**WHAT NEEDS TO BE DONE:** Reproduce the entries verbatim; no pictures.

**RECORDS PROVIDED:**
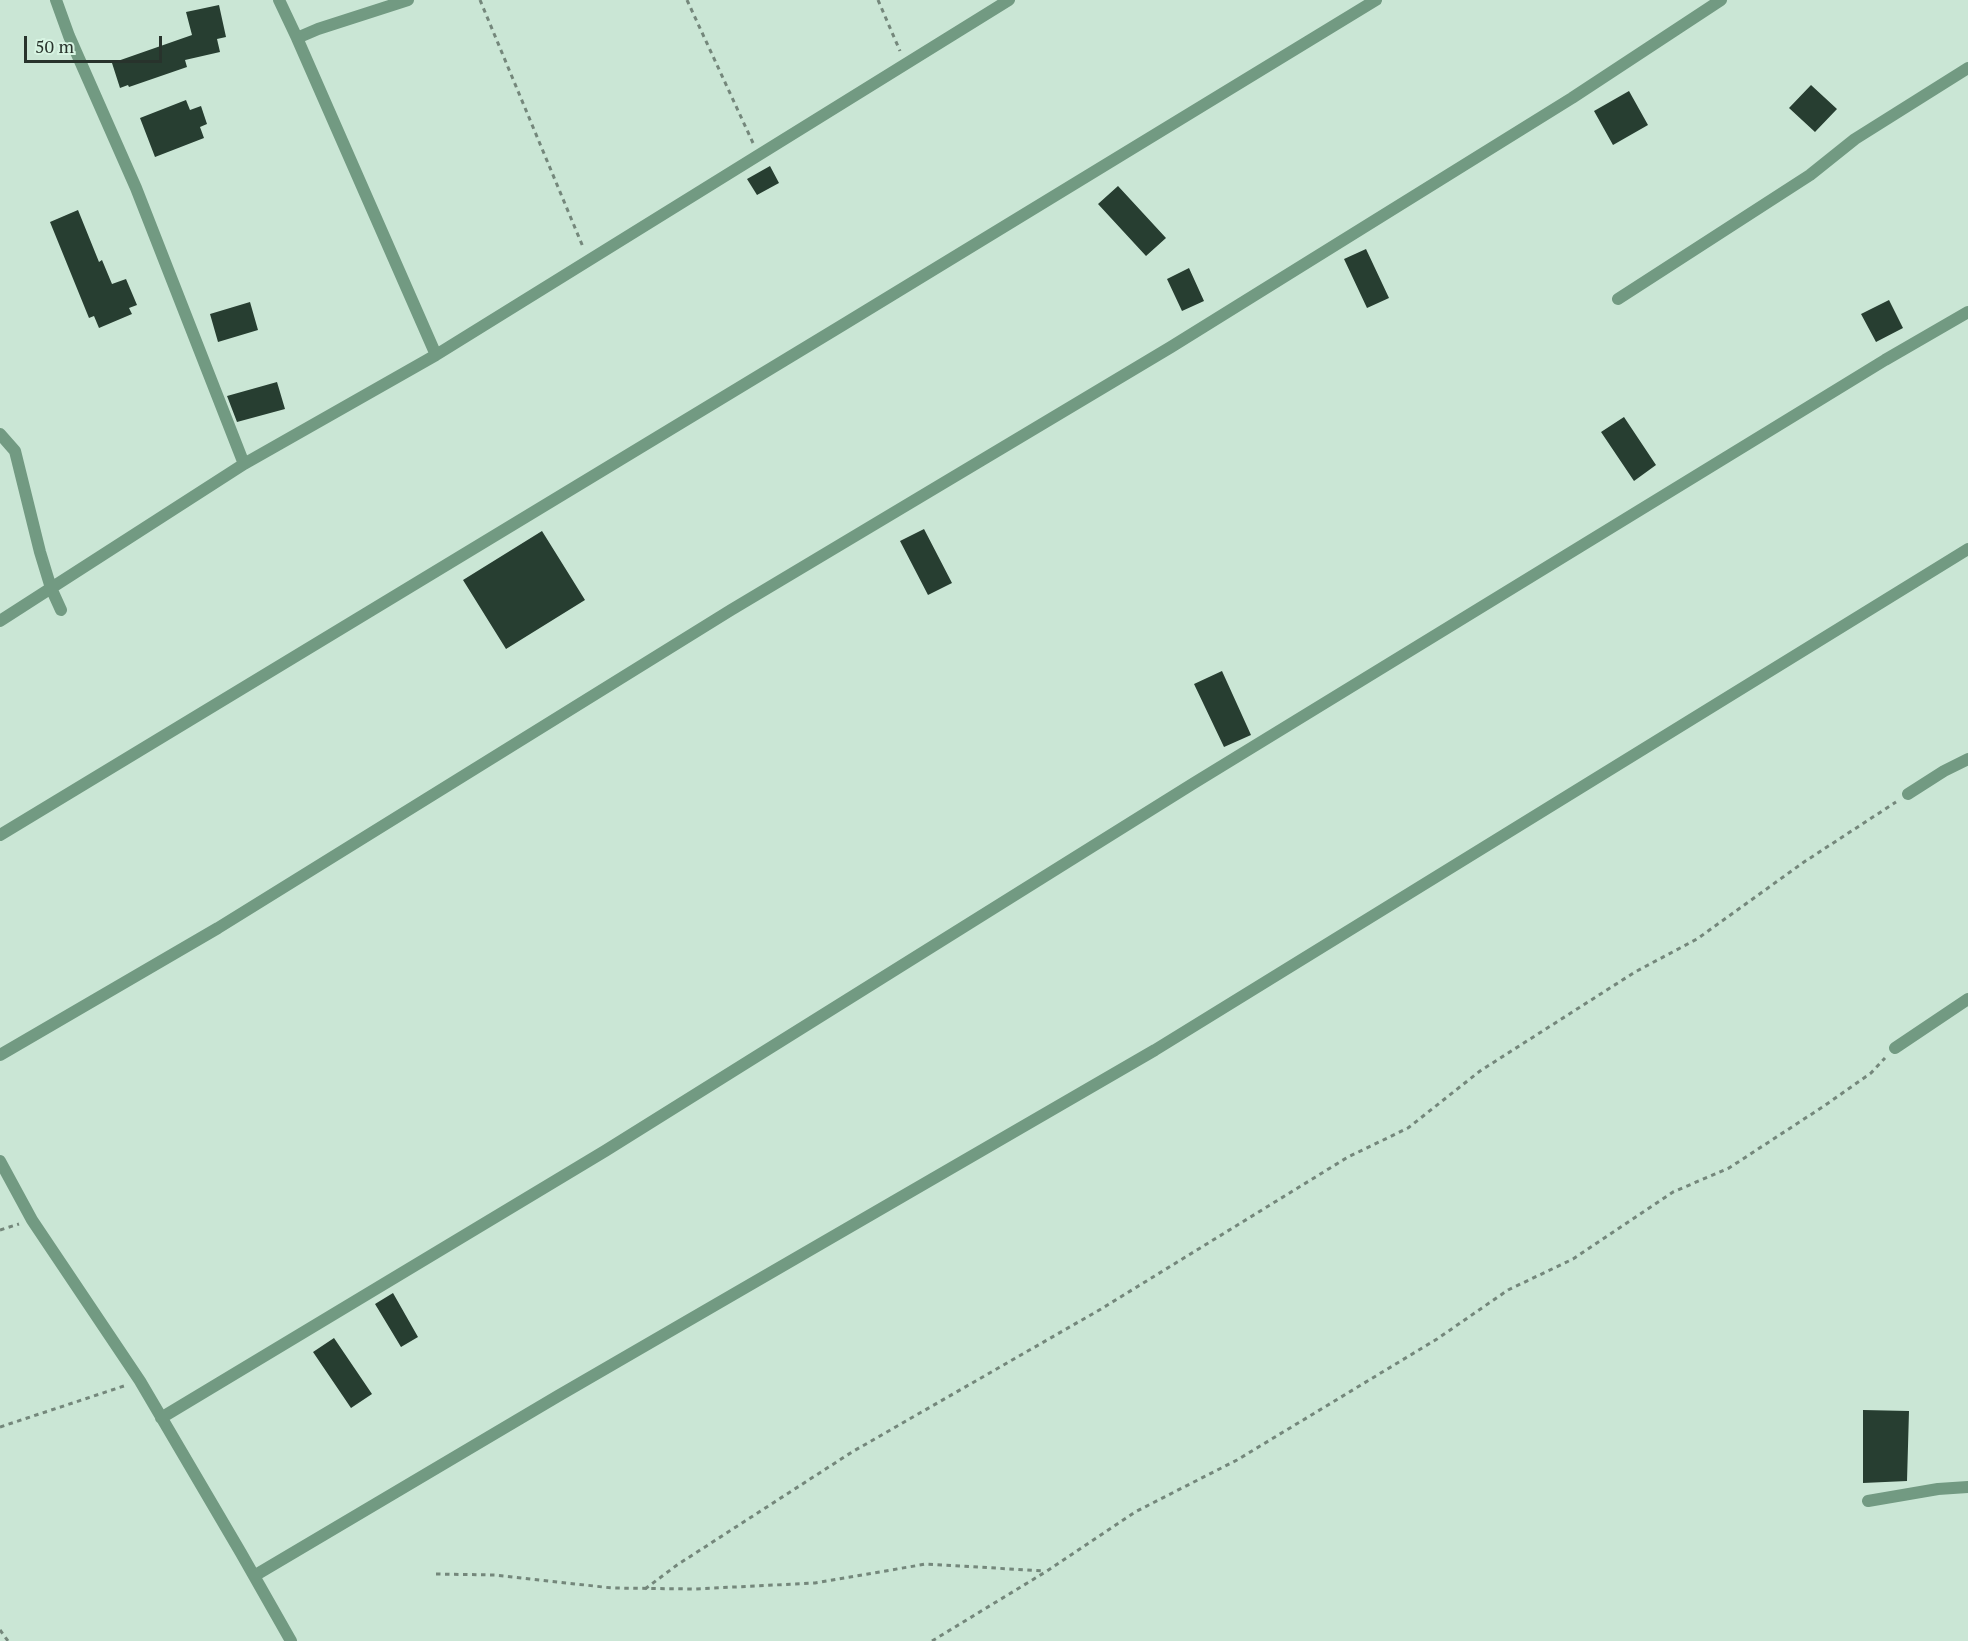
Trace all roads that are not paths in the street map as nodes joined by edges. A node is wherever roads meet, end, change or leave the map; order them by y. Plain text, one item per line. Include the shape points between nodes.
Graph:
1 (56, 0) edge
2 (279, 0) edge
3 (408, 0) edge
4 (1009, 0) edge
5 (1376, 0) edge
6 (1721, 0) edge
7 (297, 38) junction
8 (1968, 68) edge
9 (1618, 299) dead end
10 (1968, 312) edge
11 (435, 355) junction
12 (0, 434) edge
13 (244, 464) junction
14 (1968, 549) edge
15 (51, 588) junction
16 (61, 610) dead end
17 (0, 621) edge
18 (1968, 759) edge
19 (1908, 795) road end
20 (0, 835) edge
21 (1968, 999) edge
22 (1895, 1048) road end
23 (0, 1055) edge
24 (0, 1161) edge
25 (161, 1418) junction
26 (1968, 1487) edge
27 (1868, 1501) dead end
28 (254, 1576) junction
29 (291, 1641) edge

1 - 13 street via 136,188
2 - 7 street
3 - 7 street
4 - 11 street
5 - 20 street
6 - 23 street via 1572,98 1171,347 731,610 218,928
7 - 11 street
8 - 9 street
10 - 25 street via 1194,783 604,1151
11 - 13 street
12 - 15 street via 15,451
13 - 15 street
14 - 28 street via 1155,1050
15 - 16 street
15 - 17 street
18 - 19 street
21 - 22 street
24 - 25 street via 33,1220
25 - 28 street
26 - 27 street
28 - 29 street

**RESPONSE:**
Trace all roads that are not paths in the street map as nodes joined by edges. A node is wherever roads meet, end, change or leave the map; order them by y. Plain text, one item per line. Include the shape points between nodes.
Graph:
1 (56, 0) edge
2 (279, 0) edge
3 (408, 0) edge
4 (1009, 0) edge
5 (1376, 0) edge
6 (1721, 0) edge
7 (297, 38) junction
8 (1968, 68) edge
9 (1618, 299) dead end
10 (1968, 312) edge
11 (435, 355) junction
12 (0, 434) edge
13 (244, 464) junction
14 (1968, 549) edge
15 (51, 588) junction
16 (61, 610) dead end
17 (0, 621) edge
18 (1968, 759) edge
19 (1908, 795) road end
20 (0, 835) edge
21 (1968, 999) edge
22 (1895, 1048) road end
23 (0, 1055) edge
24 (0, 1161) edge
25 (161, 1418) junction
26 (1968, 1487) edge
27 (1868, 1501) dead end
28 (254, 1576) junction
29 (291, 1641) edge

1 - 13 street via 136,188
2 - 7 street
3 - 7 street
4 - 11 street
5 - 20 street
6 - 23 street via 1572,98 1171,347 731,610 218,928
7 - 11 street
8 - 9 street
10 - 25 street via 1194,783 604,1151
11 - 13 street
12 - 15 street via 15,451
13 - 15 street
14 - 28 street via 1155,1050
15 - 16 street
15 - 17 street
18 - 19 street
21 - 22 street
24 - 25 street via 33,1220
25 - 28 street
26 - 27 street
28 - 29 street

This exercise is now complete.